Perhaps there was comfort in the constriction, a perverse safety in the pressure. Perhaps the door served as a weighted blanket – protection from failure, from fear.
“Well, I can’t move – so what can be expected of me anyway?”
“I hate it here; but I at least I don’t have to carry the anxieties of being free.”
I no longer feel that energy where art is concerned. (Or as much).
Now I feel it where home is concerned, where connection is concerned. Where hope is concerned. (How do you make a home? How do you settle? And does settle always have the connotations of a let down, of a loss, of a relinquishment?)
But those questions are for another day.
Today, at least, I want to make little checks on a large, empty canvas – form a ring of eyelashes to frame an eye which sees forward, and backwards, and side to side. And I want to watch him in his element, making lines and not wearing shoes.
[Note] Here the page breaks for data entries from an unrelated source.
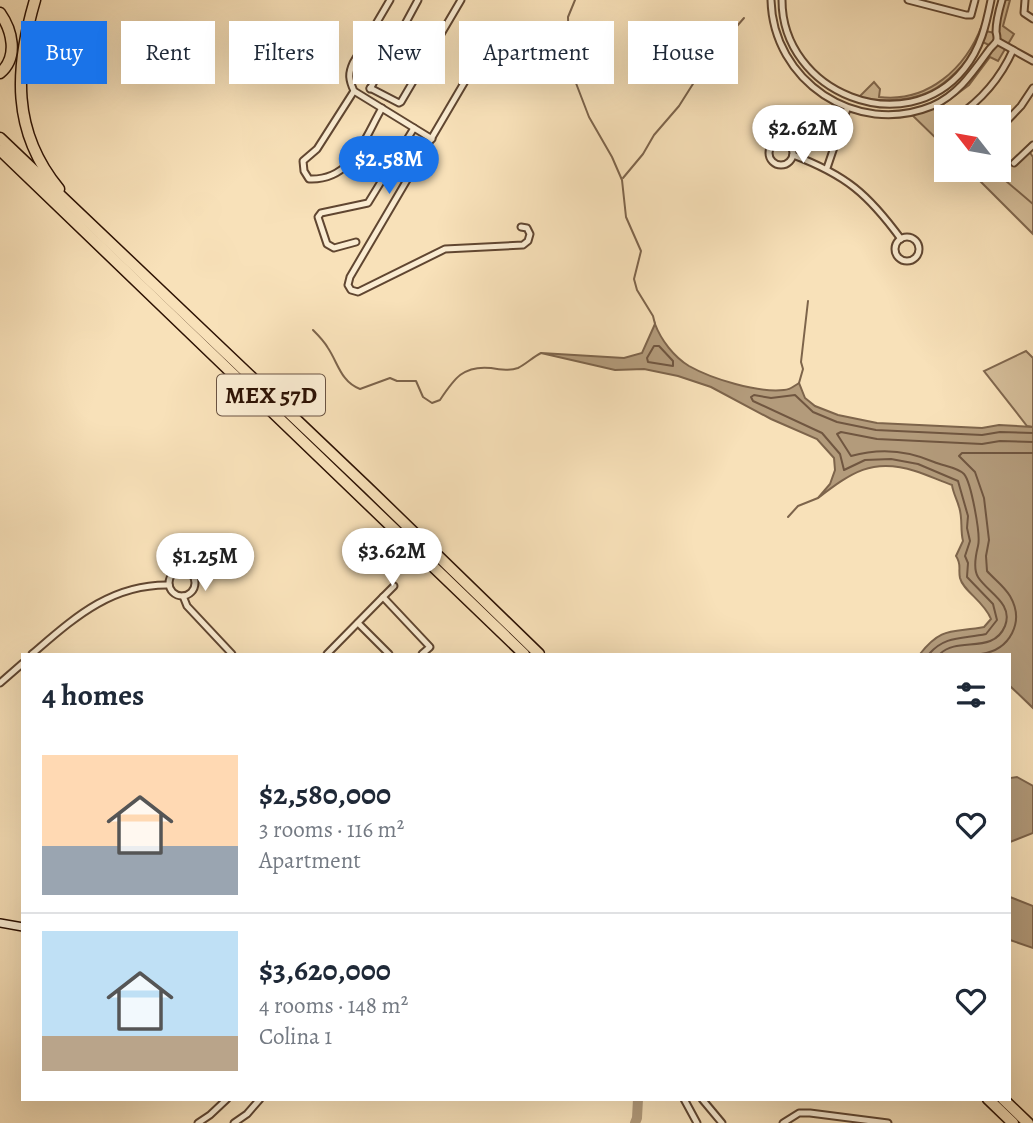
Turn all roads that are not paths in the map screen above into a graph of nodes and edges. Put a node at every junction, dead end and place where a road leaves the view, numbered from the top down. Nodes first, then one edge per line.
1 (36, 0) edge
2 (390, 0) edge
3 (418, 0) edge
4 (461, 0) edge
5 (771, 0) edge
6 (782, 0) edge
7 (908, 0) edge
8 (941, 0) edge
9 (975, 0) edge
10 (991, 0) edge
11 (1002, 0) edge
12 (1026, 0) edge
13 (939, 9) junction
14 (0, 13) edge
15 (1033, 19) edge
16 (985, 31) junction
17 (981, 41) junction
18 (996, 41) junction
19 (1012, 49) junction
20 (1033, 61) edge
21 (0, 73) edge
22 (464, 84) edge
23 (370, 88) junction
24 (1033, 88) edge
25 (354, 91) junction
26 (847, 96) junction
27 (365, 98) junction
28 (856, 100) junction
29 (971, 105) edge
30 (382, 108) junction
31 (847, 108) junction
32 (1012, 115) edge
33 (414, 128) junction
34 (0, 138) edge
35 (432, 139) junction
36 (1033, 145) edge
37 (0, 150) edge
38 (793, 155) junction
39 (1014, 163) dead end
40 (827, 168) junction
41 (87, 221) junction
42 (521, 227) dead end
43 (901, 239) junction
44 (356, 242) dead end
45 (169, 585) junction
46 (394, 586) dead end
47 (183, 596) junction
48 (383, 597) junction
49 (358, 623) junction
50 (436, 641) dead end
51 (430, 647) junction
52 (333, 648) junction
53 (33, 653) edge
54 (231, 653) edge
55 (328, 653) edge
56 (339, 653) edge
57 (388, 653) edge
58 (423, 653) edge
59 (523, 653) edge
60 (538, 653) edge
61 (21, 665) edge
62 (0, 683) edge
63 (0, 923) edge
64 (21, 927) edge
65 (225, 1101) edge
66 (258, 1101) edge
67 (685, 1101) edge
68 (704, 1101) edge
69 (990, 1101) edge
70 (1005, 1101) edge
71 (198, 1123) edge
72 (234, 1123) edge
73 (696, 1123) edge
74 (722, 1123) edge
75 (783, 1123) edge
76 (888, 1123) edge
77 (1013, 1123) edge
78 (1028, 1123) edge

1 - 41 highway
2 - 25 street
3 - 23 street
4 - 23 street
5 - 31 street
6 - 26 street
7 - 13 street
8 - 13 street
9 - 13 street
10 - 16 street
11 - 18 street
12 - 15 street
14 - 21 highway
16 - 17 street
16 - 18 street
17 - 18 street
17 - 28 street
18 - 19 street
18 - 31 street
19 - 20 street
19 - 29 street
22 - 35 street
23 - 27 street
24 - 32 street
25 - 27 street
25 - 30 street
26 - 28 street
26 - 31 street
27 - 30 street
28 - 31 street
30 - 33 street
31 - 40 street
33 - 35 street
33 - 44 street
34 - 41 highway, MEX 57D
35 - 42 street
36 - 39 street
37 - 59 highway, MEX 57D
38 - 38 street
38 - 40 street
40 - 43 street
41 - 60 highway, MEX 57D
43 - 43 street
45 - 47 street
45 - 47 street
45 - 53 street
46 - 48 street
47 - 54 street
48 - 49 street
48 - 51 street
49 - 52 street
49 - 57 street
50 - 51 street
51 - 58 street
52 - 55 street
52 - 56 street
61 - 62 street
63 - 64 street
65 - 71 street
66 - 72 street
67 - 73 street
68 - 74 street
69 - 77 highway
70 - 78 highway
75 - 76 street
And I want him to see me in mine.
Nothing weighty, nothing heavy, no windows, no doors. Just a thing to do.
Like breathing. Or blushing. Or being.
Or making some art.
Onward toward creative joy,
Joey
"These spaces – essentially space you buy access to (with cash) or win access to (with a scholarship) – are conditional, and thus precarious, and thus laced with uncertainty, insecurity, as temporal (and temporary) as a heavy desert shower."
"I’m tired of being tired. I want to write from abundance. From silliness. For good cheer. From Sunday coffees and hot showers and messy hair and a piece of flaxseed in your tooth that you worry and worry and then finally push free."